I do not remember much, but I remember falling. I remember the feel of the cold winds chaffing against my skin as I descended from the sky unto the hard earth. I remember the war that drove us all to this dark path. I sat down there and waited to die. I wanted to die. How could I live with myself, knowing what I had done? The moon was shining bright that night, and it cast its warm glow on me. I felt distraught and angry and most of all, I felt sadness. This was never the life I wanted. All I wanted was to live happily and peacefully but Olodumare would not allow it. He cast me into this immortal coil, and now I am miserable.
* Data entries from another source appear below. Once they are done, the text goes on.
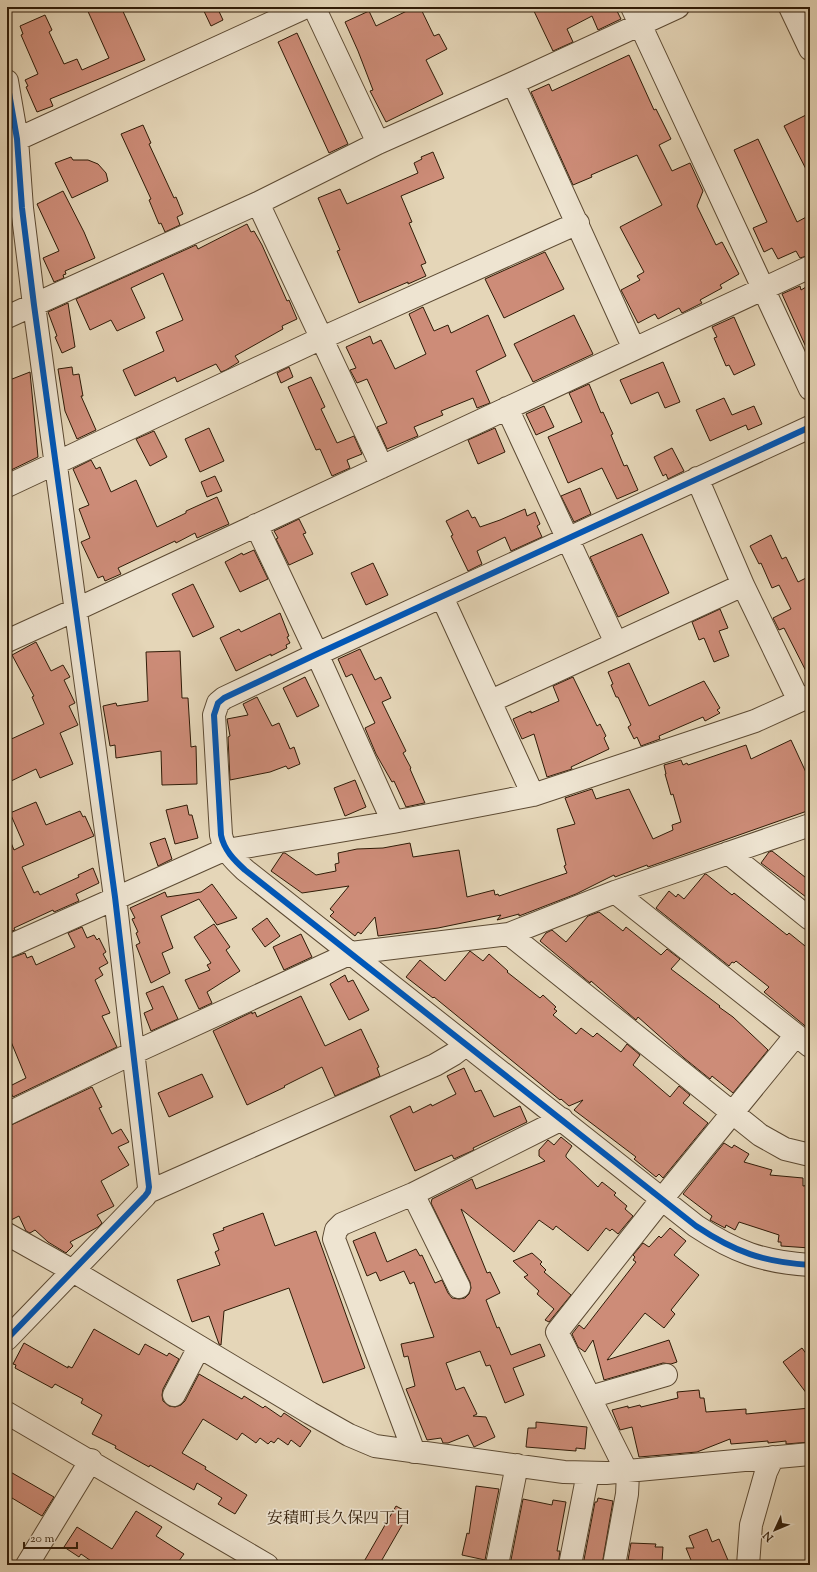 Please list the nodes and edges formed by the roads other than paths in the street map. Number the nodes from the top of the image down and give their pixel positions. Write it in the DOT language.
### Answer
graph roads {
  1 [pos="306,7"];
  2 [pos="314,7"];
  3 [pos="678,7"];
  4 [pos="790,7"];
  5 [pos="636,16"];
  6 [pos="810,49"];
  7 [pos="7,81"];
  8 [pos="513,83"];
  9 [pos="12,141"];
  10 [pos="378,143"];
  11 [pos="258,203"];
  12 [pos="578,223"];
  13 [pos="810,267"];
  14 [pos="763,289"];
  15 [pos="34,304"];
  16 [pos="7,317"];
  17 [pos="322,338"];
  18 [pos="634,349"];
  19 [pos="810,389"];
  20 [pos="507,408"];
  21 [pos="810,427"];
  22 [pos="56,463"];
  23 [pos="382,467"];
  24 [pos="697,478"];
  25 [pos="7,486"];
  26 [pos="256,525"];
  27 [pos="567,539"];
  28 [pos="743,585"];
  29 [pos="442,597"];
  30 [pos="76,610"];
  31 [pos="7,641"];
  32 [pos="616,643"];
  33 [pos="317,654"];
  34 [pos="804,698"];
  35 [pos="491,701"];
  36 [pos="533,795"];
  37 [pos="393,822"];
  38 [pos="810,825"];
  39 [pos="227,850"];
  40 [pos="728,853"];
  41 [pos="615,892"];
  42 [pos="115,898"];
  43 [pos="810,919"];
  44 [pos="509,934"];
  45 [pos="7,947"];
  46 [pos="351,953"];
  47 [pos="803,1041"];
  48 [pos="466,1045"];
  49 [pos="133,1053"];
  50 [pos="7,1114"];
  51 [pos="733,1114"];
  52 [pos="562,1119"];
  53 [pos="810,1155"];
  54 [pos="148,1192"];
  55 [pos="412,1194"];
  56 [pos="662,1199"];
  57 [pos="7,1234"];
  58 [pos="810,1265"];
  59 [pos="72,1271"];
  60 [pos="459,1287"];
  61 [pos="7,1339"];
  62 [pos="199,1347"];
  63 [pos="666,1375"];
  64 [pos="174,1395"];
  65 [pos="590,1397"];
  66 [pos="7,1413"];
  67 [pos="414,1452"];
  68 [pos="810,1454"];
  69 [pos="773,1457"];
  70 [pos="91,1460"];
  71 [pos="517,1465"];
  72 [pos="627,1470"];
  73 [pos="588,1473"];
  74 [pos="497,1564"];
  75 [pos="28,1565"];
  76 [pos="267,1565"];
  77 [pos="570,1565"];
  78 [pos="614,1565"];
  79 [pos="748,1565"];
  1 -- 9 [label="street"];
  2 -- 10 [label="street"];
  3 -- 5 [label="street"];
  4 -- 6 [label="street"];
  5 -- 8 [label="street"];
  5 -- 14 [label="street"];
  7 -- 9 [label="street"];
  8 -- 10 [label="street"];
  8 -- 12 [label="street"];
  9 -- 15 [label="street"];
  10 -- 11 [label="street"];
  11 -- 15 [label="street"];
  11 -- 17 [label="street"];
  12 -- 17 [label="street"];
  12 -- 18 [label="street"];
  13 -- 14 [label="street"];
  14 -- 18 [label="street"];
  14 -- 19 [label="street"];
  15 -- 16 [label="street"];
  15 -- 22 [label="street"];
  17 -- 22 [label="street"];
  17 -- 23 [label="street"];
  18 -- 20 [label="street"];
  20 -- 23 [label="street"];
  20 -- 27 [label="street"];
  21 -- 24 [label="street"];
  22 -- 25 [label="street"];
  22 -- 30 [label="street"];
  23 -- 26 [label="street"];
  24 -- 27 [label="street"];
  24 -- 28 [label="street"];
  26 -- 30 [label="street"];
  26 -- 33 [label="street"];
  27 -- 29 [label="street"];
  27 -- 32 [label="street"];
  28 -- 32 [label="street"];
  28 -- 34 [label="street"];
  29 -- 33 [label="street"];
  29 -- 35 [label="street"];
  30 -- 31 [label="street"];
  30 -- 42 [label="street"];
  32 -- 35 [label="street"];
  33 -- 37 [label="street"];
  33 -- 39 [label="street"];
  34 -- 36 [label="street"];
  35 -- 36 [label="street"];
  36 -- 37 [label="street"];
  37 -- 39 [label="street"];
  38 -- 40 [label="street"];
  39 -- 42 [label="street"];
  39 -- 46 [label="street"];
  40 -- 41 [label="street"];
  40 -- 43 [label="street"];
  41 -- 44 [label="street"];
  41 -- 47 [label="street"];
  42 -- 45 [label="street"];
  42 -- 49 [label="street"];
  44 -- 46 [label="street"];
  44 -- 51 [label="street"];
  46 -- 48 [label="street"];
  46 -- 49 [label="street"];
  47 -- 51 [label="street"];
  48 -- 52 [label="street"];
  48 -- 54 [label="street"];
  49 -- 50 [label="street"];
  49 -- 54 [label="street"];
  51 -- 53 [label="street"];
  51 -- 56 [label="street"];
  52 -- 55 [label="street"];
  52 -- 56 [label="street"];
  54 -- 59 [label="street"];
  55 -- 60 [label="street"];
  55 -- 67 [label="street"];
  56 -- 58 [label="street"];
  56 -- 65 [label="street"];
  57 -- 59 [label="street"];
  59 -- 61 [label="street"];
  59 -- 62 [label="street"];
  62 -- 64 [label="street"];
  62 -- 67 [label="street"];
  63 -- 65 [label="street"];
  65 -- 72 [label="street"];
  66 -- 70 [label="street"];
  67 -- 71 [label="street"];
  68 -- 69 [label="street"];
  69 -- 72 [label="street"];
  69 -- 79 [label="street"];
  70 -- 75 [label="street"];
  70 -- 76 [label="street"];
  71 -- 73 [label="street"];
  71 -- 74 [label="street"];
  72 -- 73 [label="street"];
  72 -- 78 [label="street"];
  73 -- 77 [label="street"];
}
I don’t know why I did it, but I used some of the powers I stole and waved my hand and let the heavens pour down a shower of rain. It was something I had done a thousand times before so I expected the harsh sound of thunder and the cackle of lightning. I expected the rhythmic sound of rain hitting the earth and erupting into smaller drops. What I did not expect, however, was him. A couple of people had looked into the alleyway I had fallen in and just looked away, but this boy, he showed something very uncommon in the human race. He showed kindness. He peered into the darkness and did not feel fear but affection. He was saying something to me, but I was not listening to him. I just looked at him, trying to observe what it was in this boy that allowed him not just to see me but also to show me the most profound kindness. But at least, he didn’t see through my façade, that was kept completely hidden from his view. I still hated changing forms, though. Sometimes I got too into character, I could feel it surging now, making me act how he would.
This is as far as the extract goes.